> About this task
Please output the data below exactly as given, starting at its first line and stopping after the line that contains "thumb ip: (55, 109)".
++++++++
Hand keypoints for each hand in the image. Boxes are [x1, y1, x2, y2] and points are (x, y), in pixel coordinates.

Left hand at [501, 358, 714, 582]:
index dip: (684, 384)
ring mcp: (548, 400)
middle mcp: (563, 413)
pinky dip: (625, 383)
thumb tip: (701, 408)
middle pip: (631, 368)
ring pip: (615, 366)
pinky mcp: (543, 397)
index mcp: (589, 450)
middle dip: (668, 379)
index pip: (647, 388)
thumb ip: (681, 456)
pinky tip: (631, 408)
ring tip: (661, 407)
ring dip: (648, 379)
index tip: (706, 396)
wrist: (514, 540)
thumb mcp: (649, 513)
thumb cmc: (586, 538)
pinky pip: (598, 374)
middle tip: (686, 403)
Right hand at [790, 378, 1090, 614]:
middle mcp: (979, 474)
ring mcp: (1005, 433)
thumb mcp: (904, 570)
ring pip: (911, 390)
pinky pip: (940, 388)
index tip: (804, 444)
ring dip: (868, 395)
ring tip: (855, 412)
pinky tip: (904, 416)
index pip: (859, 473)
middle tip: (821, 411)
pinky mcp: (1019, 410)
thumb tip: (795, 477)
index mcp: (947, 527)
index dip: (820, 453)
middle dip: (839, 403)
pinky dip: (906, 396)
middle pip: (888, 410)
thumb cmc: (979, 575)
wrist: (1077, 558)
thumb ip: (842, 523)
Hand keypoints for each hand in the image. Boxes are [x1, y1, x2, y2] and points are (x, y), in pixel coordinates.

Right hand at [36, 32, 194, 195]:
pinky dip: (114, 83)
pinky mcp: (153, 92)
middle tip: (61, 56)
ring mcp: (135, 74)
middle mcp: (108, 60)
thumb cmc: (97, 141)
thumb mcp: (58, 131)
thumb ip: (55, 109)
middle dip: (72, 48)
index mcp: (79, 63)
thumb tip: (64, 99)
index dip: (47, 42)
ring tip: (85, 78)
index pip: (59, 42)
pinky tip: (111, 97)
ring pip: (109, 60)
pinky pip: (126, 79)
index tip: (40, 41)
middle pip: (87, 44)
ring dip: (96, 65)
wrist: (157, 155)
++++++++
> Output for this exercise
Hand keypoints for each hand in the image. Boxes are [x1, y1, x2, y2] and points are (x, y), in pixel coordinates.

Left hand at [501, 358, 714, 582]:
index dip: (684, 384)
ring mcp: (548, 400)
middle mcp: (563, 413)
pinky dip: (625, 383)
thumb tip: (701, 408)
middle pip: (631, 368)
ring pip: (615, 366)
pinky mcp: (543, 397)
index mcp: (589, 450)
middle dip: (668, 379)
index pip: (647, 388)
thumb ip: (681, 456)
pinky tip: (631, 408)
ring tip: (661, 407)
ring dip: (648, 379)
index tip: (706, 396)
wrist: (514, 540)
thumb mcp: (649, 513)
thumb cmc: (586, 538)
pinky pip: (598, 374)
middle tip: (686, 403)
Right hand at [790, 378, 1090, 614]:
middle mcp: (979, 474)
ring mcp: (1005, 433)
thumb mcp: (904, 570)
ring pip: (911, 390)
pinky pip: (940, 388)
index tip: (804, 444)
ring dip: (868, 395)
ring tip: (855, 412)
pinky tip: (904, 416)
index pip: (859, 473)
middle tip: (821, 411)
pinky mcp: (1019, 410)
thumb tip: (795, 477)
index mcp: (947, 527)
index dip: (820, 453)
middle dip: (839, 403)
pinky dip: (906, 396)
middle pip: (888, 410)
thumb cmc: (979, 575)
wrist: (1077, 558)
thumb ip: (842, 523)
Hand keypoints for each hand in the image. Boxes are [x1, y1, x2, y2] and points are (x, y), in pixel coordinates.

Right hand at [36, 32, 194, 195]:
pinky dip: (114, 83)
pinky mcp: (153, 92)
middle tip: (61, 56)
ring mcp: (135, 74)
middle mcp: (108, 60)
thumb cmc: (97, 141)
thumb mcp: (58, 131)
thumb ip: (55, 109)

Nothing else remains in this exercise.